Good to know. Thank you for informing!
/ Raimo
>
> ср, 12 февр. 2020 г. в 17:13, Raimo Niskanen <
> raimo+erlang-questions@REDACTED>:
>
> > On Wed, Feb 12, 2020 at 02:31:10PM +0300, Alexander Petrovsky wrote:
> > > Awesome, thanks a lot :)
> > >
> > > I'll test this fix and in case of some problems, I will let you know!
> >
> > Great!
> >
> > I would apprecite if you could verify also if the fix works,
> > so I can merge it into ourt maint and master.
> >
> > / Raimo
> >
> >
> > >
> > > вт, 11 февр. 2020 г. в 21:01, Valentin Micic <v@REDACTED>:
> > >
> > > > Thank you Raimo, much obliged.
> > > > I am sure this will make Alexander very happy :-)
> > > >
> > > > V/
> > > >
> > > > > On 11 Feb 2020, at 17:21, Raimo Niskanen <
> > > > raimo+erlang-questions@REDACTED> wrote:
> > > > >
> > > > > On Mon, Feb 10, 2020 at 04:23:37PM +0100, Raimo Niskanen wrote:
> > > > >> I can reproduce it on a month old 'master'.

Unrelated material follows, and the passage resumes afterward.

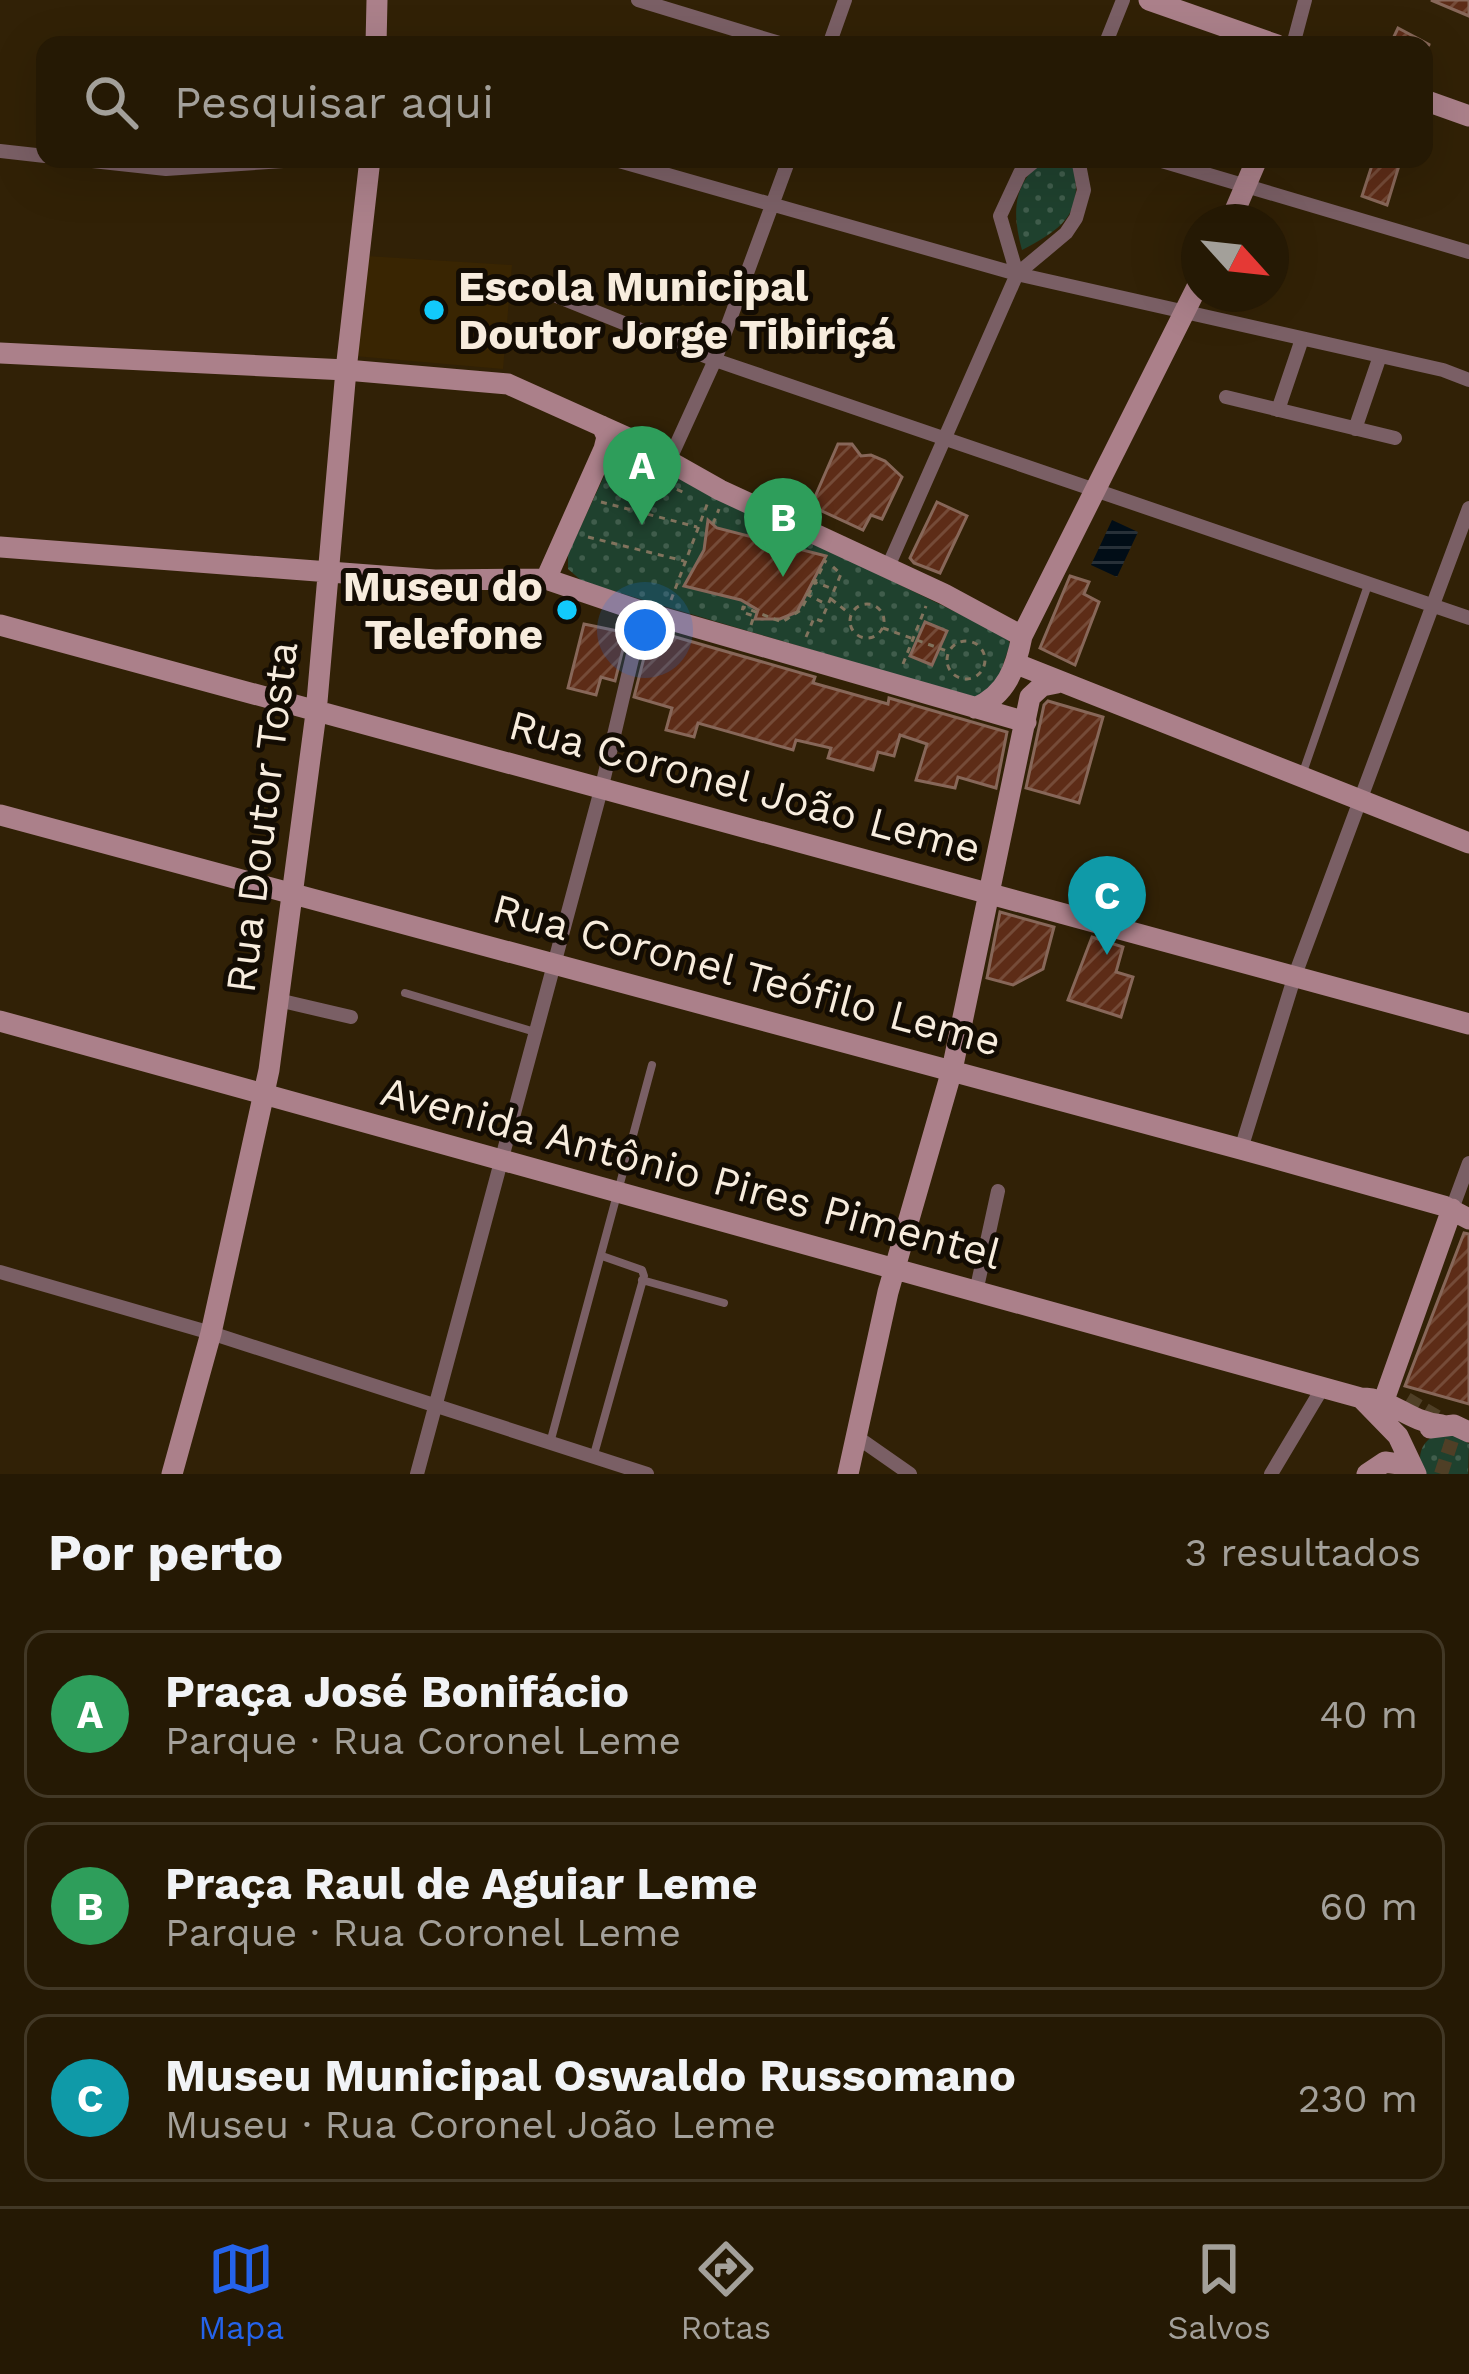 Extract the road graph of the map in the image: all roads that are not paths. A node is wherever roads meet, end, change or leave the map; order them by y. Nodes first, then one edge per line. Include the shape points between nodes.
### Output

> > > > >> We'll take a look at it...
> > > > >>
> > > > >> Thank you for a pinpointed bug report!
> > > > >> / Raimo
> > > > >
> > > > > I have a patch that fixes the problem:
> > > > >
> > > > > @@ -12609,12 +12609,8 @@ static ErlDrvSSizeT
> > packet_inet_ctl(ErlDrvData
> > > > e,
> > > > > unsigned int cmd, char* buf,
> > > > > return ctl_error(EALREADY, rbuf, rsize);
> > > > >
> > > > > if (packet_inet_input(udesc, desc->event) == 0) {
> > > > > - if (timeout == 0)
> > > > > - async_error_am(desc, am_timeout);
> > > > > - else {
> > > > > - if (timeout != INET_INFINITY)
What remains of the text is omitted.